The English "angry young man" bursts onto the screen-an intellectual "wild one" and "rebel without a cause"-delivering some of the most electrifying dialogue of the era. Jimmy Porter (Richard Burton) is a blazingly articulate hero with passion and power, and no place in life, or cause or goal. He is an artist with no art to practice. As rancorous as Hamlet, he rages at his pale, zombie-like wife (Mary Ure), at his foxy mistress (Claire Bloom), at his good friend (Gary Raymond), and at all the dismal English life around him. The movie is uneven, and, at the end, damp and foggy as a postwar WINTERSET. But it has fire.
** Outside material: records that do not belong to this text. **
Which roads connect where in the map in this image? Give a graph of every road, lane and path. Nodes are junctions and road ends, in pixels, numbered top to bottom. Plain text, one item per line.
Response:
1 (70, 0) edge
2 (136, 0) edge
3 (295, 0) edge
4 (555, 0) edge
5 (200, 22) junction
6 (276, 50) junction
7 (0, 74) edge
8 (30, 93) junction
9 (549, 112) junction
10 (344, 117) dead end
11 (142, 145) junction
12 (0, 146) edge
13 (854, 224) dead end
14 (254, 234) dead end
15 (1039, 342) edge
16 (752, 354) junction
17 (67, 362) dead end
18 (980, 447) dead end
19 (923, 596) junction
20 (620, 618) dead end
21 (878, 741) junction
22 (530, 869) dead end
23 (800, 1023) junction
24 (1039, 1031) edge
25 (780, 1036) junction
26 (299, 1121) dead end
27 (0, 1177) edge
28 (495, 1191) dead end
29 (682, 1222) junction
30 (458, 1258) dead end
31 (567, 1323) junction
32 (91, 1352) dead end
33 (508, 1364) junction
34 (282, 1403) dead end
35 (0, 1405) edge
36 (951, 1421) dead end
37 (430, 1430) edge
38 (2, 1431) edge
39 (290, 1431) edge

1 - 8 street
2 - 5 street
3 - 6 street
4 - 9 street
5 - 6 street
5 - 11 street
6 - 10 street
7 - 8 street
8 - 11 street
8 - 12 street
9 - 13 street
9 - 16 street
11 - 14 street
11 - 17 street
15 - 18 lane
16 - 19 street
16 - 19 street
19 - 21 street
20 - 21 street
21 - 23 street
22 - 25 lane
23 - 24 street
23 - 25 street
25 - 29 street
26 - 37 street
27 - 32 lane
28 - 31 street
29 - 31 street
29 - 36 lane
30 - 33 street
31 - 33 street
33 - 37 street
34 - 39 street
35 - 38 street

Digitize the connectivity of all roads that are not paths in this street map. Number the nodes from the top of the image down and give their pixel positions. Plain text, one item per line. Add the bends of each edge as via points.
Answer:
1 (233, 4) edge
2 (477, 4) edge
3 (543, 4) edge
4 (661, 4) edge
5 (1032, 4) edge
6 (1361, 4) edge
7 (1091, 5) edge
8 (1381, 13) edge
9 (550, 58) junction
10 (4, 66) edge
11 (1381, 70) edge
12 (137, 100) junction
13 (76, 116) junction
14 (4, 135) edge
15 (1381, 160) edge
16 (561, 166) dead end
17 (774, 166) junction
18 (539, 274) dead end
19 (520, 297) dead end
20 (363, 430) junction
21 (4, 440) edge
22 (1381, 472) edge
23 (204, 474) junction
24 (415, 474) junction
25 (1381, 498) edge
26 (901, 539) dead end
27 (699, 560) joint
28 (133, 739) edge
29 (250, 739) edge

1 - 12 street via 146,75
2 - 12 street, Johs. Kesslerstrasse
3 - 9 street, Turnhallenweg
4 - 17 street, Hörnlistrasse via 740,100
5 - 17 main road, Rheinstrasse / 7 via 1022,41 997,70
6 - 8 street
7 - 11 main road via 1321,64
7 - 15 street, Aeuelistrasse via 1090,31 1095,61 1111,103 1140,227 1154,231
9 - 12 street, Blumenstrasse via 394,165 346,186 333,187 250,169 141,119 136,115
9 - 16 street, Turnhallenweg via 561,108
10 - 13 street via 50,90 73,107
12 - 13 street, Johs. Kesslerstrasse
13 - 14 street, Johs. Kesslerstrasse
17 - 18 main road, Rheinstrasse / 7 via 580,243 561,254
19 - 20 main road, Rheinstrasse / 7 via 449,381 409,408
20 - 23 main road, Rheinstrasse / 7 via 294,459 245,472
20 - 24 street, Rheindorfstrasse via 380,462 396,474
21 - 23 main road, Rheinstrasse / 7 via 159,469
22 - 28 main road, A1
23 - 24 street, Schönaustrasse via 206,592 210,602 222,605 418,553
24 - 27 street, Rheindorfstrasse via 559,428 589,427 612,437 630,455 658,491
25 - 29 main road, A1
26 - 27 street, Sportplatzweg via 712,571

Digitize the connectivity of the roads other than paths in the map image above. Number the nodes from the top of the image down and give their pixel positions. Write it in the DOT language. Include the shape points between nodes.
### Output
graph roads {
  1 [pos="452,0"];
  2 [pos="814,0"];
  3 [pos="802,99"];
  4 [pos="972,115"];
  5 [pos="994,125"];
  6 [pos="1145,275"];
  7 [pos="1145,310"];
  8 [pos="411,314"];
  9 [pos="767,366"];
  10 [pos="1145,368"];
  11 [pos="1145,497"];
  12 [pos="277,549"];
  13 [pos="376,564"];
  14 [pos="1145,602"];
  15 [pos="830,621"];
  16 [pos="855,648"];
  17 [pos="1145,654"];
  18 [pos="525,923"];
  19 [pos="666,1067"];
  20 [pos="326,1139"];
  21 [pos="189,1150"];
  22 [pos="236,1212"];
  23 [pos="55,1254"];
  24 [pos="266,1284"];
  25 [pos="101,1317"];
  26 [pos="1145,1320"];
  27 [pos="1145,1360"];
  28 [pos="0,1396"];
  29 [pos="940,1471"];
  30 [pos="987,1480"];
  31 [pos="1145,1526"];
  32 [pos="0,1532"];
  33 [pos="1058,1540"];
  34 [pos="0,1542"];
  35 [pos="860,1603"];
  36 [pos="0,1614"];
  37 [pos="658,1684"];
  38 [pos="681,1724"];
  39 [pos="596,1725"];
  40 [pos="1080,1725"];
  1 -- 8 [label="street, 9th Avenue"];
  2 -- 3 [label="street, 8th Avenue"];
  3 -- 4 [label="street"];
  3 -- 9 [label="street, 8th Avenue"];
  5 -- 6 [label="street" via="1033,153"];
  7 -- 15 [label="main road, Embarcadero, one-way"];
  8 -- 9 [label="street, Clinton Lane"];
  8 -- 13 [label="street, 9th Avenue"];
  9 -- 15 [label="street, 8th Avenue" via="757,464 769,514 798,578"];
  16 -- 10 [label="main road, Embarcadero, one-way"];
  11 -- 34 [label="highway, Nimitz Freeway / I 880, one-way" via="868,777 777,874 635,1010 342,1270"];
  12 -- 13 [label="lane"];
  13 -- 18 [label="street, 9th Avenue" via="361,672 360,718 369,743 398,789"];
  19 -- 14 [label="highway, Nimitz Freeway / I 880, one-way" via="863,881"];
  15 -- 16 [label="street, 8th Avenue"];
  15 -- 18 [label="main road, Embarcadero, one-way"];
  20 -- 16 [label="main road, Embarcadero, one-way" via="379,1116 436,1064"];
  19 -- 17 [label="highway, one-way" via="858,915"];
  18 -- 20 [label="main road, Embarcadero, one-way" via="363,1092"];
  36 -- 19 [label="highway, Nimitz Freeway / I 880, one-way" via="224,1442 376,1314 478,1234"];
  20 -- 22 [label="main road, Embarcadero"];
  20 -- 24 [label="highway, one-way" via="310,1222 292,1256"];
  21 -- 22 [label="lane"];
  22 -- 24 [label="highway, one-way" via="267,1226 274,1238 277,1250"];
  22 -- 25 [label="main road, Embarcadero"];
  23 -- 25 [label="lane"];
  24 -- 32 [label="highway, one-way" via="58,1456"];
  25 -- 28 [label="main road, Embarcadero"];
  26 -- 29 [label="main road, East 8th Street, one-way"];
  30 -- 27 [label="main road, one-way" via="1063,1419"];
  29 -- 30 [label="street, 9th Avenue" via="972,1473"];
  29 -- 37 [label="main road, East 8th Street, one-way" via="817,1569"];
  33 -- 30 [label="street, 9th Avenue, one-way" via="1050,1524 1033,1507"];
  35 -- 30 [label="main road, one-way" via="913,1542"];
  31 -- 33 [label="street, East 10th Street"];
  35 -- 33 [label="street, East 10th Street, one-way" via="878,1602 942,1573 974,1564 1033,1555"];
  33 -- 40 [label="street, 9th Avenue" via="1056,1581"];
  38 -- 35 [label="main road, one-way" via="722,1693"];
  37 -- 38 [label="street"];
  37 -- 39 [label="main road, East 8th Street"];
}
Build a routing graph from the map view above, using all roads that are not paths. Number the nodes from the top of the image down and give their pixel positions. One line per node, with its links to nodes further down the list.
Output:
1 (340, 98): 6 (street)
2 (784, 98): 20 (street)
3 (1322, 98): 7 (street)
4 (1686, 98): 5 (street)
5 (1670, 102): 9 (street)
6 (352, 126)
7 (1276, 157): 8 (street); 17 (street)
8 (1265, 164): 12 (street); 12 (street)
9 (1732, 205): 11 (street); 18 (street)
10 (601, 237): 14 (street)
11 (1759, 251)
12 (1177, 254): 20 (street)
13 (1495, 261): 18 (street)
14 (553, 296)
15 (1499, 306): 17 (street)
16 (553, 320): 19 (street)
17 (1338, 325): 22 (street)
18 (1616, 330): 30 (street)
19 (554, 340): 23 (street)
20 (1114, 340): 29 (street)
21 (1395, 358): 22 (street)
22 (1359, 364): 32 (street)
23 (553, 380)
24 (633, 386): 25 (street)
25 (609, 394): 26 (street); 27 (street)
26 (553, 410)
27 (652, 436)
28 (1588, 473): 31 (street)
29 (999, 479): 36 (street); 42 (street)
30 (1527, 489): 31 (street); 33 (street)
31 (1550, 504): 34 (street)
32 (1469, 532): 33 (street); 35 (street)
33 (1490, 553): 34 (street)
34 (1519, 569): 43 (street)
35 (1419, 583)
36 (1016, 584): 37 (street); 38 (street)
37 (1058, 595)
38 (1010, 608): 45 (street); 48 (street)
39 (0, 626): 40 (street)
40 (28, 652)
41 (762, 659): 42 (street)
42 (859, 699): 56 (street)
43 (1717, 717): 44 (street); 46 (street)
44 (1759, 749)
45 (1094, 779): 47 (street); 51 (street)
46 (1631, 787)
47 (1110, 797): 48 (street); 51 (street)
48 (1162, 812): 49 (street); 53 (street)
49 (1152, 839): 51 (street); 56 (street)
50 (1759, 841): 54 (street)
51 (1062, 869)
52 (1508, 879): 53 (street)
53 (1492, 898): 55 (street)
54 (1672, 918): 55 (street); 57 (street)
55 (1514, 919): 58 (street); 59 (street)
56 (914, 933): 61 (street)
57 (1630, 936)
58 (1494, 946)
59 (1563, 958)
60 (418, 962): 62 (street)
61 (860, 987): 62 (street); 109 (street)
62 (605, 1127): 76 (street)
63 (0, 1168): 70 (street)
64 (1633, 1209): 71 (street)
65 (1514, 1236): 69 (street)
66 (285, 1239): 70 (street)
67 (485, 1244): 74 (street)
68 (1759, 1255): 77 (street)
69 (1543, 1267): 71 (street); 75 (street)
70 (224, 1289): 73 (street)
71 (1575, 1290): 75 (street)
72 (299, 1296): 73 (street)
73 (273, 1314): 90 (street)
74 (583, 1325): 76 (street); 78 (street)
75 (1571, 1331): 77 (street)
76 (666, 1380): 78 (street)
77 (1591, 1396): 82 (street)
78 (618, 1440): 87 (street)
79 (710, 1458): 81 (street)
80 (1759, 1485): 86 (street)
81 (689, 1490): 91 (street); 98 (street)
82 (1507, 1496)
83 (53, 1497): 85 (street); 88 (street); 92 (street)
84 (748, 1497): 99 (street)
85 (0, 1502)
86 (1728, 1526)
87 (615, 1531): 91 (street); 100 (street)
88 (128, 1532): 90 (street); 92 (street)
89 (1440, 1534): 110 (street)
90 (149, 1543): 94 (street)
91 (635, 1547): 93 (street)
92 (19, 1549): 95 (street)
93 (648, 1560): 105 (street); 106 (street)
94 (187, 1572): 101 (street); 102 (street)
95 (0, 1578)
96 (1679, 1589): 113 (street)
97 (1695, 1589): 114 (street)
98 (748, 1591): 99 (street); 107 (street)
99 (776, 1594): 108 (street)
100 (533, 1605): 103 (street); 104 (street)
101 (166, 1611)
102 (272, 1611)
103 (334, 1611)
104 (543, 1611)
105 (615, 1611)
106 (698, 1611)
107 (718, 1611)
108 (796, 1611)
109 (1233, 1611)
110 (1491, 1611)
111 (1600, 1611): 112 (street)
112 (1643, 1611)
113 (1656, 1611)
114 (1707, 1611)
Jimmy paces like a tiger caged in the welfare state, and even if you think that the movie is basically incoherent and that he's an exhibitionist whose scorn of the heritage of the previous generation is infantile ranting, you'll have to admit that he has a voice-his abusive shouts and epigrams have the authentic ring of drama. British understatement is gone; the case is marvellously overstated. And Claire Bloom gives a wickedly smart performance; in her own way she's as sensual and knowing as Simone Signoret is in her much more sympathetic role in ROOM AT THE TOP. Also with Edith Evans, George Devine, and Donald Pleasence. Directed by Tony Richardson, from Nigel Kneale's adaptation of the landmark play by John Osborne, it's something of a mess, but this mess-and THE ENTERTAINER, also a mess-are possibly the most exciting films to have come out of England in this period. Cinematography by Oswald Morris.
For a more extended discussion, see Pauline Kael's book I Lost it at the Movies.

Looker

US (1981): Science Fiction
94 min, Rated PG, Color, Available on videocassette and laserdisc

Pseudo-scientific piffle about the machinations of the head of a conglomerate, played by James Coburn in the desiccated-amoral-old-bastard manner of John Huston. This rascal's laboratories are developing computer-generated images to make hypnotic TV commercials for political as well as economic use. To the rescue of civilization as we know it comes Albert Finney, like a lame tortoise; boredom seems to have seeped into Finney's muscles and cells-he's sinking under the weight of it, and the only part of him still alert is his wiry hair. He plays an eminent plastic surgeon who has "perfected" several women models according to mathematically correct specifications supplied by Coburn's lab; a couple of them come to mystifying violent ends-which are, unfortunately, still mystifying when the picture is over. (We never learn why the models were marked for destruction.) Written and directed by Michael Crichton in his untouched-by-human-hands style. The picture seems ingenious at the start, but Crichton can't write people, and he directs like a technocrat. This is the emptiest of his pictures to date. With Susan Dey, Dorian Harewood, Leigh Taylor-Young, Terri Welles, Darryl Hickman, and Terrence McNally. A Ladd Company Release, for Warners.
For a more extended discussion, see Pauline Kael's book Taking It All In.